* [Required action]: Could you say how many lines in the records include "change"? Please give the number by itself.
[[ Source material, beginning ]]
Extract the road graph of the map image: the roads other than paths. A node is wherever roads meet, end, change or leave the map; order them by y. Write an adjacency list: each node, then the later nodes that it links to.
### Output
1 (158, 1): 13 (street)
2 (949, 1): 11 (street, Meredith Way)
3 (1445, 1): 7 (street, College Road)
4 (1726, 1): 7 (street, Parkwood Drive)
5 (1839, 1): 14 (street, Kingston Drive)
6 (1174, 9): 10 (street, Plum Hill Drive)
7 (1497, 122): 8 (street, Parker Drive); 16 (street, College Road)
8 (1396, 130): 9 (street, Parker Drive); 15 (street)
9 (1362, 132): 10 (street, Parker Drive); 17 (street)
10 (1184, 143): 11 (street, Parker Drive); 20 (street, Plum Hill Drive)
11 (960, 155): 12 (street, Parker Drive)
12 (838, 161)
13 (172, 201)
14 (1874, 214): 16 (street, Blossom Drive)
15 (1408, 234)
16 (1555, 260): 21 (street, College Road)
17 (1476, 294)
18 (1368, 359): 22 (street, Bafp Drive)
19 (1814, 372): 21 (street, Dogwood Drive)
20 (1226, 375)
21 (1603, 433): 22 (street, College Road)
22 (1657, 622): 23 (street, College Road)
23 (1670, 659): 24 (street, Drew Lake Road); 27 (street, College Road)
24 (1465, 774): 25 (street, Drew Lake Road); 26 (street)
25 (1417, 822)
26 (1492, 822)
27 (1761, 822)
[[ Source material, end ]]
[[ Source material, beginning ]]
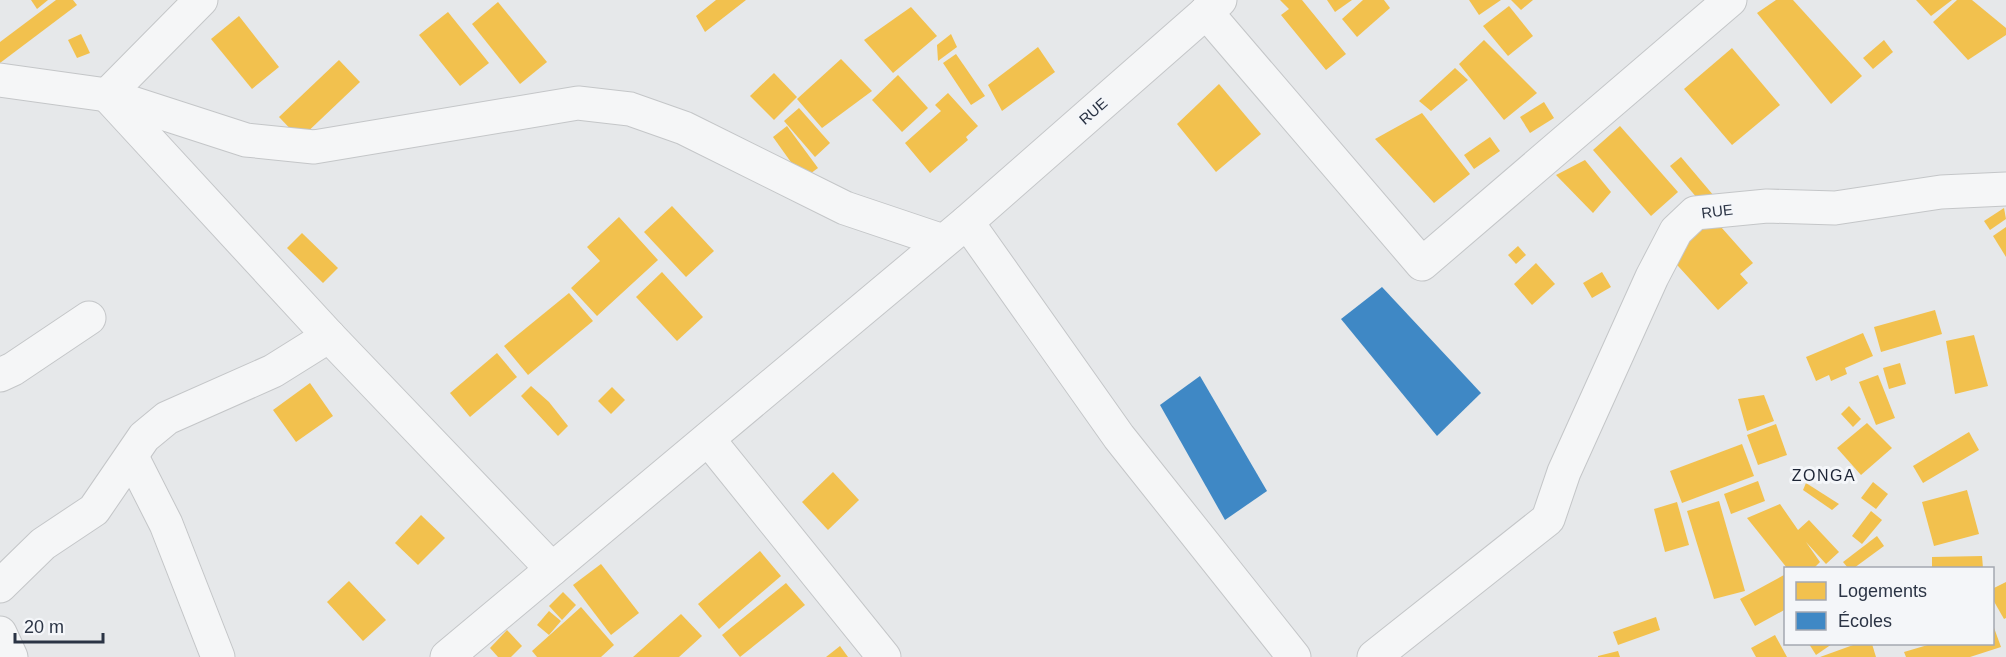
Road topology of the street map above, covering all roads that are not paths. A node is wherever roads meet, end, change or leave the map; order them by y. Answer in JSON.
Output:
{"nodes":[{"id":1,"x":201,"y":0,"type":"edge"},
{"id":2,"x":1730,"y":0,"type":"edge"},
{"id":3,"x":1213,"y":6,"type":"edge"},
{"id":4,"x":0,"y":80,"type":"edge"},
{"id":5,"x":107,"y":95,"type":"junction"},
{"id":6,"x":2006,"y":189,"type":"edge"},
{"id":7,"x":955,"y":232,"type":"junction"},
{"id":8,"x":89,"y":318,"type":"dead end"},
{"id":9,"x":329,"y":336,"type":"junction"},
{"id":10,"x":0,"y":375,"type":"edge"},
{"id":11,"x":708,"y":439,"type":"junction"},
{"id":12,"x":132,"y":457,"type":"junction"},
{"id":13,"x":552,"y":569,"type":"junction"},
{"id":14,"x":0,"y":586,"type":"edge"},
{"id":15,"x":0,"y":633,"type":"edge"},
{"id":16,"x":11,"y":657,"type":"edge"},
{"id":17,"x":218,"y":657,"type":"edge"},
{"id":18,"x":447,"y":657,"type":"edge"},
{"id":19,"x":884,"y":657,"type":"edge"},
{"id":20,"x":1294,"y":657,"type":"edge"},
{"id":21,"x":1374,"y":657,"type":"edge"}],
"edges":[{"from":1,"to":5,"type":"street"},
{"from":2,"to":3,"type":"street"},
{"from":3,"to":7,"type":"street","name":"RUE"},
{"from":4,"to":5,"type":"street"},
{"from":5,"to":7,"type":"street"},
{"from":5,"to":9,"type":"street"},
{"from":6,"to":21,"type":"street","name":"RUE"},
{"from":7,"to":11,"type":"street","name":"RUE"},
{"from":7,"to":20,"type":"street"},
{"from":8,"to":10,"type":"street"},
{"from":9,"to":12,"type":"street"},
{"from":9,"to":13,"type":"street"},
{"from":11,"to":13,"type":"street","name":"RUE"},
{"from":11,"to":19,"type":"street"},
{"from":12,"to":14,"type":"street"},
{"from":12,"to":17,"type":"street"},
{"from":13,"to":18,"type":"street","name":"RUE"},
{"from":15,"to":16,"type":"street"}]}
[[ Source material, end ]]
* [Problem solution]: 2